A moving way to feed homebound seniors | TahoeDailyTribune.com

A moving way to feed homebound seniors

It’s 10:30 a.m. and volunteers are heading out with full coolers. The aroma of meatloaf, mashed potatoes and gravy is thick in the dining room at the South Lake Tahoe Senior Center.

Maureen Kirkland, meal site coordinator, is briefing a new volunteer on answering the phones. The center bustles as three paid members of the kitchen crew and eight volunteers prepare for the noon rush. The center produces approximately 65 “Meals on Wheels,” five days a week and serves as many as 60 to 70 seniors at the dining room. Each meal has a suggested donation of $2, but no senior would be turned away for lack of money, Kirkland said.

The program is possible through federal and state funding.

Kirkland coordinates five drivers each day to cover South Lake Tahoe’s routes. The home delivery is not available to Nevada residents. Nevada seniors can come into the dining room and eat, but because it’s a state-funded program, deliveries can’t cross the state line. There is no similar program for Nevada lake residents.

To qualify for home delivery residents must be 60 or older and have a medical reason why they can’t come into the senior center.

“I’m always looking for more volunteers. We couldn’t do it without them. They’re the backbone of this program,” Kirkland said.

Rick Matthews is delivering the “mountain route” this Tuesday. He was nominated for his four-wheel-drive truck.

Matthews, 52, has donated his time for the last year.

“It’s a way to give back to the community,” Matthews explained. “It’s easy to give money, but it’s more of an effort and more of a statement to do something yourself.”

The route covers homes near Heavenly Ski Resort and above Sierra House School and down to Elks Club Road.

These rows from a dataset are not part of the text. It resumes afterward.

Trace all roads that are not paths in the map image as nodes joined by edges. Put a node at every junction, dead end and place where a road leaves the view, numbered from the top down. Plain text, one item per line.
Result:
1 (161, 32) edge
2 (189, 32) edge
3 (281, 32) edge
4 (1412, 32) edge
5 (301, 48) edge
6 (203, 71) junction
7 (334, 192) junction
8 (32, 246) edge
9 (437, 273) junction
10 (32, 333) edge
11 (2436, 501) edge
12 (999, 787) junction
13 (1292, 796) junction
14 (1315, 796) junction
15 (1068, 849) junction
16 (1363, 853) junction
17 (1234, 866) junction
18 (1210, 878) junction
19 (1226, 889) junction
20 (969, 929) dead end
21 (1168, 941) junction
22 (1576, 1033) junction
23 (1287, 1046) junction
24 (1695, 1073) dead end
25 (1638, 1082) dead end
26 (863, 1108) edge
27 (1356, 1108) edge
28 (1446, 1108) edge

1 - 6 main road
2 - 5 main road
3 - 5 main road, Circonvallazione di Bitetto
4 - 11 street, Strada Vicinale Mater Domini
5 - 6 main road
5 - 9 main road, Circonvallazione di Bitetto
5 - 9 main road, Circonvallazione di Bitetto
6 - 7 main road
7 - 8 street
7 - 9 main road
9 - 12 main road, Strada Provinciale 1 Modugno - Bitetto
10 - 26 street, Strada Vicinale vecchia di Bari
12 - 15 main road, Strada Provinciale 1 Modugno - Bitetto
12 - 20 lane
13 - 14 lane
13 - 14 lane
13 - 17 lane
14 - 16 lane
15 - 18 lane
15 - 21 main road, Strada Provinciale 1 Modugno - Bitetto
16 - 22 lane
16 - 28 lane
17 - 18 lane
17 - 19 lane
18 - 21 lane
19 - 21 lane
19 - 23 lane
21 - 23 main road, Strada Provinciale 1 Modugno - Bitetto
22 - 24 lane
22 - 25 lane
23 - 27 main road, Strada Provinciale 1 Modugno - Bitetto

“You develop a rapport with the people and you get to know them,” Matthews said, as he pulls up for his first delivery. “Most of them are pretty much confined to their homes.”

Matthews was surprised to learn the number of elderly in Tahoe. When Meals on Wheels began in 1994, there were four routes and a clientele of about 20 people. Four years later, the numbers have tripled.

Each of Matthews’ stops are brief, but it’s contact nevertheless. According to Kirkland, distant family members often call to get relatives on the program, if for no other reason than to have someone coming to the house five times a week.

Drivers are back at the center to return their empty coolers by 12:30 p.m.

Only then does Kirkland get a chance to eat something herself. While she is eating, two of the drivers approach her about getting a sympathy card for the family of one of their former clients who has died.

“The drivers get attached and they might be the only person to know if the seniors are dead or alive from day-to-day,” Kirkland said. “I think we’ve really expanded to meet the needs of the populace. For some people, this is their last chance to stay in their home, and without it they would have to be placed in some type of assisted living situation.”

Tahoe has no such in between situation for seniors. From boarding care, seniors go right into a skilled nursing facility.